Isoforms of 2,4-dienoyl-CoA reductase (EC 1.3.1.34), which is the key enzyme in the beta-oxidation of fatty acids with double bonds, have been studied in rat heart and liver. Electrofocusing and adsorption chromatography on hydroxyapatite were used to separate the reductase activity in tissue homogenates into two peaks, one peak in each experiment being identified as the previously purified mitochondrial reductase. The novel activity was partially purified from rat liver by means of ammonium sulphate precipitation, anion-exchange chromatography on DEAE-cellulose (DE-52), hydrophobic chromatography on Phenyl-Sepharose and dye-ligand binding chromatography (Blue Sepharose). Taking into account the contribution of the different reductases to the total activity in rat liver, the overall purification for the novel isoform was 1900-fold. Ultracentrifugation on a sucrose gradient gave an M(r) of 50,000 and size-exclusion chromatography on Superdex 200 an M(r) of 60,000. The antibody against the previously characterised reductase did not cross-react with this novel isoform, but the distribution of the activity peaks in heart and liver tissue, and an electrofocusing experiment with isolated mitochondria, both pointed to a mitochondrial origin.
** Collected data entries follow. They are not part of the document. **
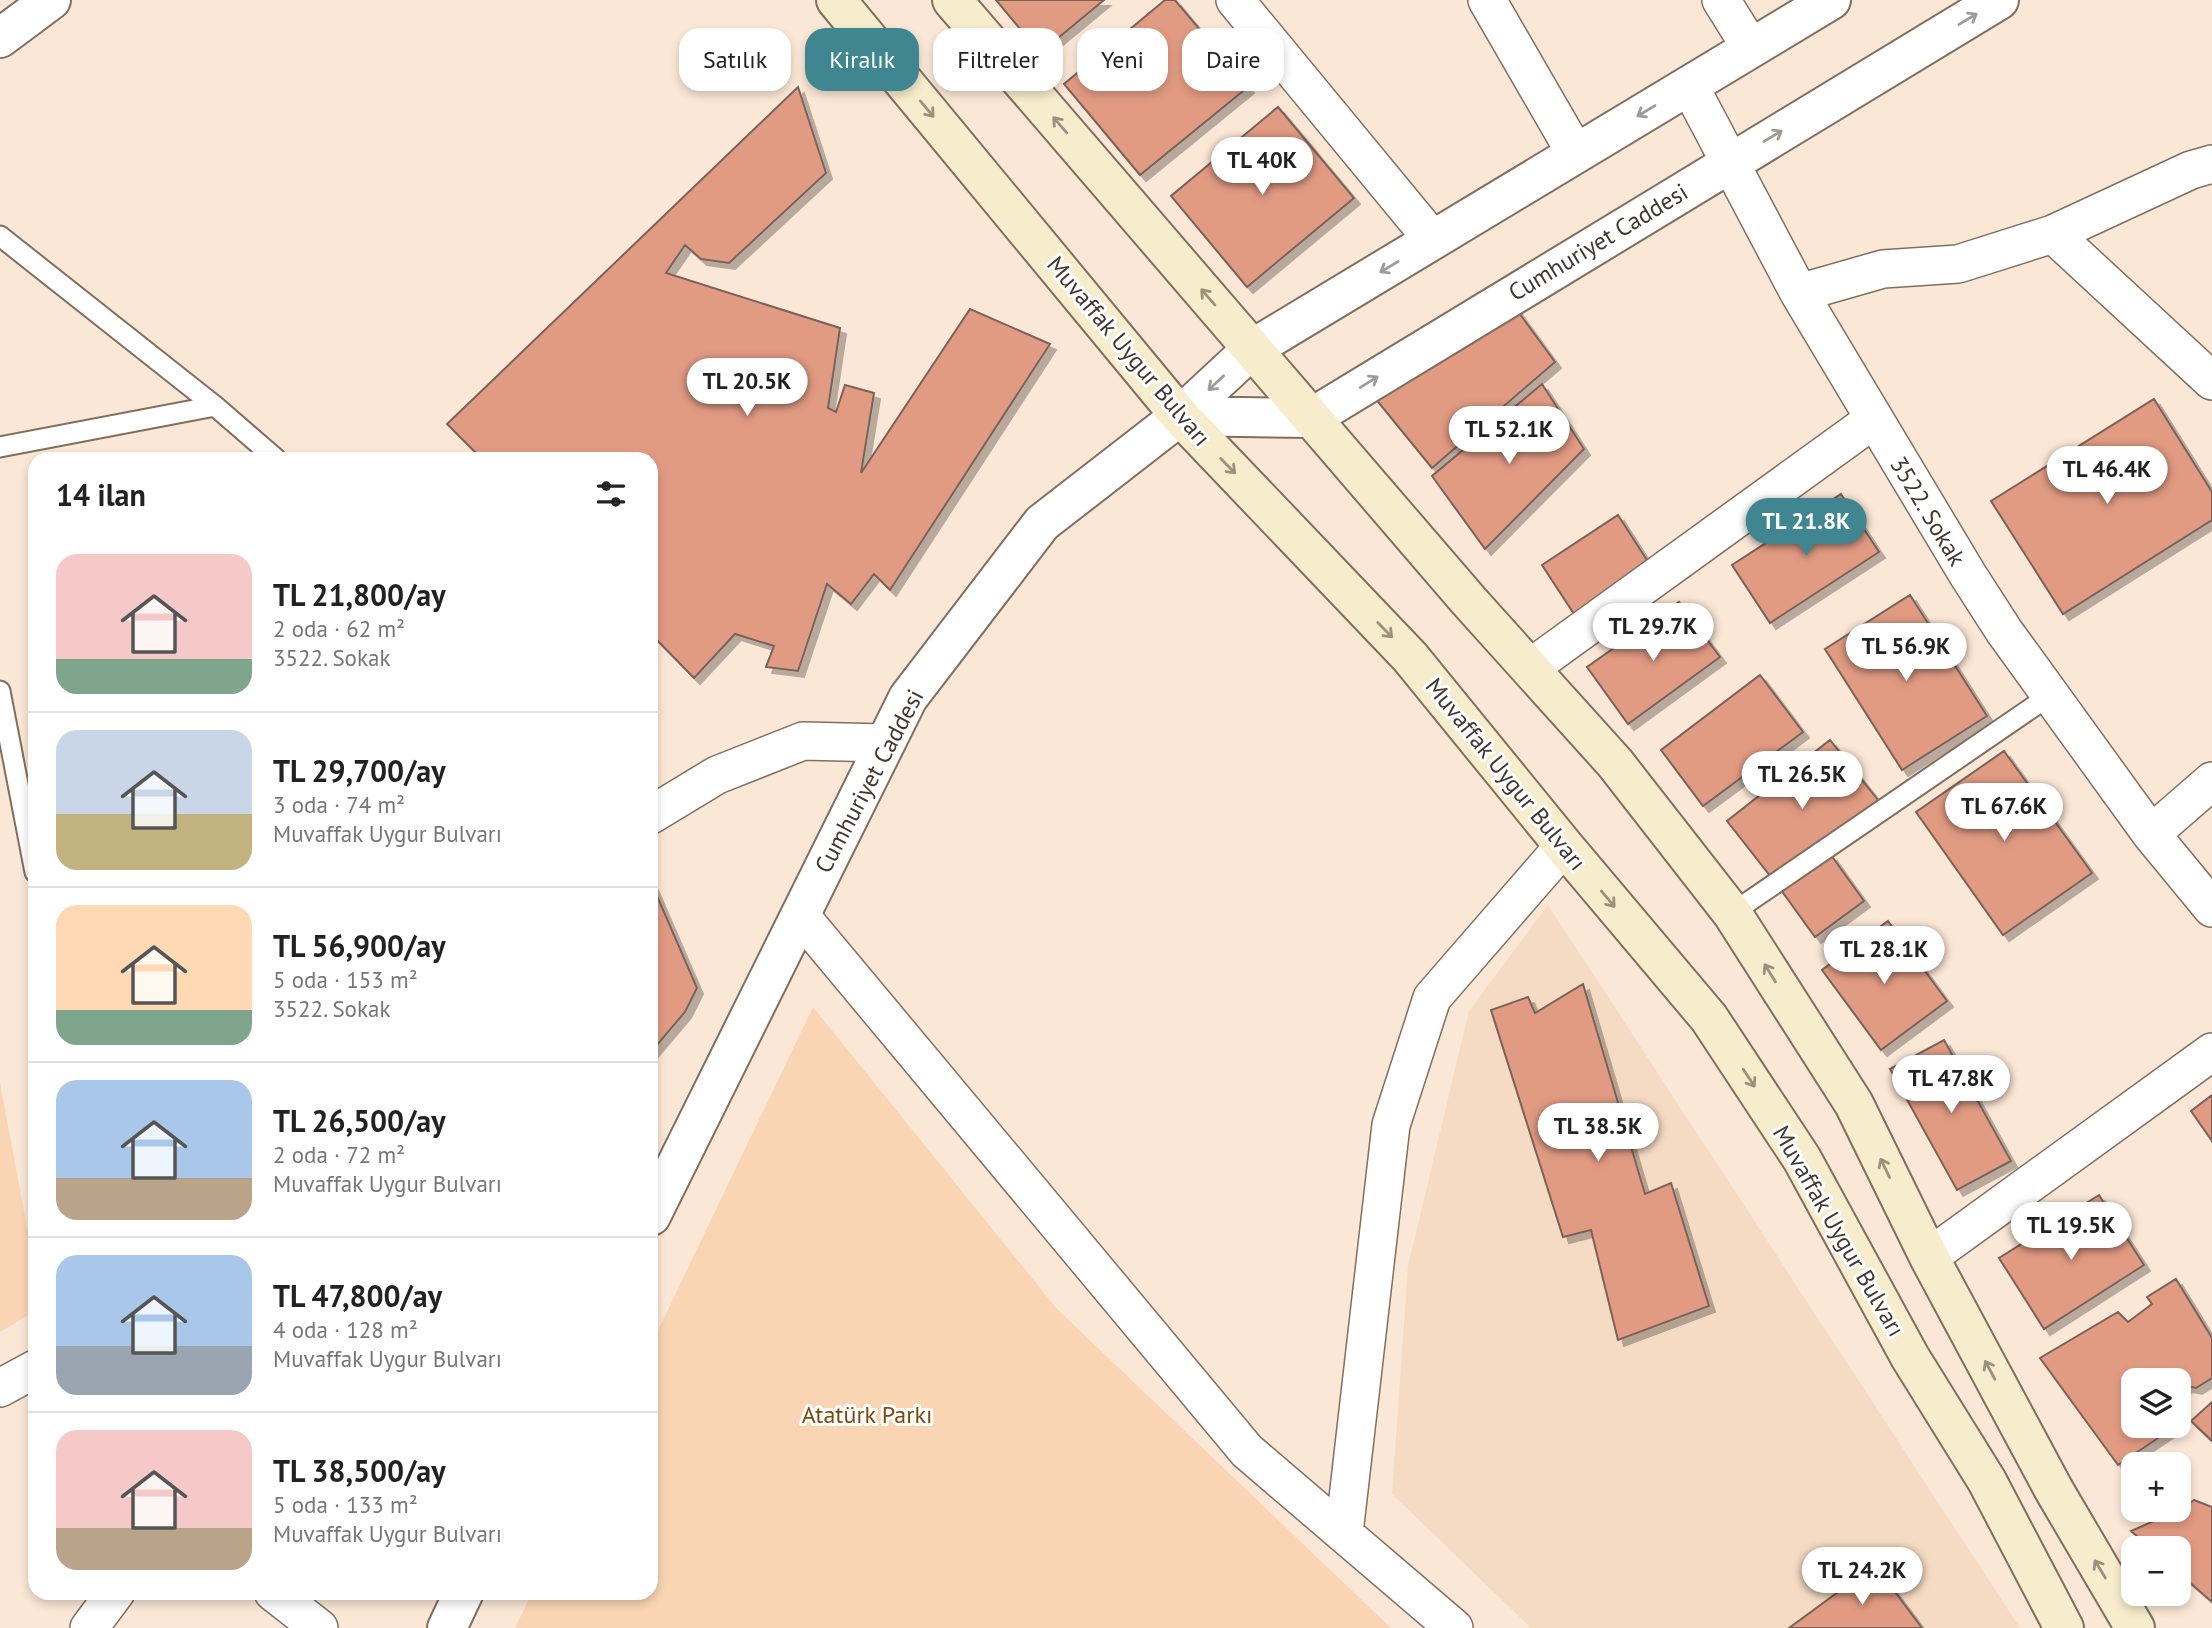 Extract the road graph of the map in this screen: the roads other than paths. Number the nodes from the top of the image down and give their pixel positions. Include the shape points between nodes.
1 (51, 0) edge
2 (836, 0) edge
3 (953, 0) edge
4 (1235, 0) edge
5 (1487, 0) edge
6 (1721, 0) edge
7 (1831, 0) edge
8 (1999, 0) edge
9 (0, 38) edge
10 (1751, 48) junction
11 (1689, 85) junction
12 (1576, 154) junction
13 (1730, 162) junction
14 (2212, 164) edge
15 (2053, 234) junction
16 (0, 236) edge
17 (1433, 240) junction
18 (1799, 293) junction
19 (1252, 349) junction
20 (2212, 381) edge
21 (215, 406) junction
22 (1180, 416) junction
23 (1311, 418) junction
24 (1872, 419) junction
25 (0, 447) edge
26 (268, 452) edge
27 (1530, 668) junction
28 (0, 691) edge
29 (2052, 694) junction
30 (885, 743) junction
31 (2212, 781) edge
32 (658, 809) edge
33 (2151, 834) junction
34 (28, 836) edge
35 (1564, 846) junction
36 (2212, 908) edge
37 (1732, 913) junction
38 (800, 915) junction
39 (2212, 1052) edge
40 (658, 1202) edge
41 (1930, 1257) junction
42 (28, 1373) edge
43 (0, 1388) edge
44 (1344, 1533) junction
45 (110, 1600) edge
46 (283, 1600) edge
47 (460, 1600) edge
48 (89, 1628) edge
49 (319, 1628) edge
50 (447, 1628) edge
51 (1454, 1628) edge
52 (2064, 1628) edge
53 (2135, 1628) edge

1 - 9 street
2 -> 22 main road, Muvaffak Uygur Bulvarı
19 -> 3 main road
4 - 17 street
5 - 12 street
6 - 10 street
7 - 10 street, Cumhuriyet Caddesi
13 -> 8 street, Cumhuriyet Caddesi
10 - 11 street, Cumhuriyet Caddesi
11 -> 12 street, Cumhuriyet Caddesi
11 - 13 street, 3522. Sokak
12 - 17 street, Cumhuriyet Caddesi
13 - 18 street, 3522. Sokak
23 -> 13 street, Cumhuriyet Caddesi
14 - 15 street
15 - 18 street via 1958,264 1883,269
15 - 20 street
16 - 21 lane
17 -> 19 street, Cumhuriyet Caddesi
18 - 24 street, 3522. Sokak
19 -> 22 street, Cumhuriyet Caddesi
19 - 23 main road
21 - 25 lane
21 - 26 lane
22 - 23 street
22 - 30 street, Cumhuriyet Caddesi via 1042,523 908,698
22 -> 35 main road, Muvaffak Uygur Bulvarı via 1410,657
23 - 27 main road
24 - 27 street
24 - 29 street, 3522. Sokak via 1968,575
27 - 37 main road via 1615,763
28 - 34 lane
29 - 33 street, 3522. Sokak
29 - 37 lane
30 - 32 street via 803,741 717,775
30 - 38 street, Cumhuriyet Caddesi
31 - 33 street
33 - 36 street, 3522. Sokak
35 - 44 street via 1432,998 1399,1100 1391,1125
35 -> 52 main road, Muvaffak Uygur Bulvarı via 1709,1018 1802,1159 1910,1357 1987,1481
41 -> 37 main road via 1854,1104
38 - 40 street, Cumhuriyet Caddesi
38 - 44 street via 1247,1451
39 - 41 street
53 -> 41 main road via 2054,1490
42 - 43 street
44 - 51 street
45 - 48 street
46 - 49 street
47 - 50 street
The novel reductase was estimated to account for 80% (50%) of the total reductase activity in rat heart (liver) homogenate measured with 2,4-hexadienoyl-CoA. The present results, together with those previously published, suggest that mammals have at least three reductase isoforms: two in mitochondria and a third one in peroxisomes, but the peroxisomal activity has not been characterised so far.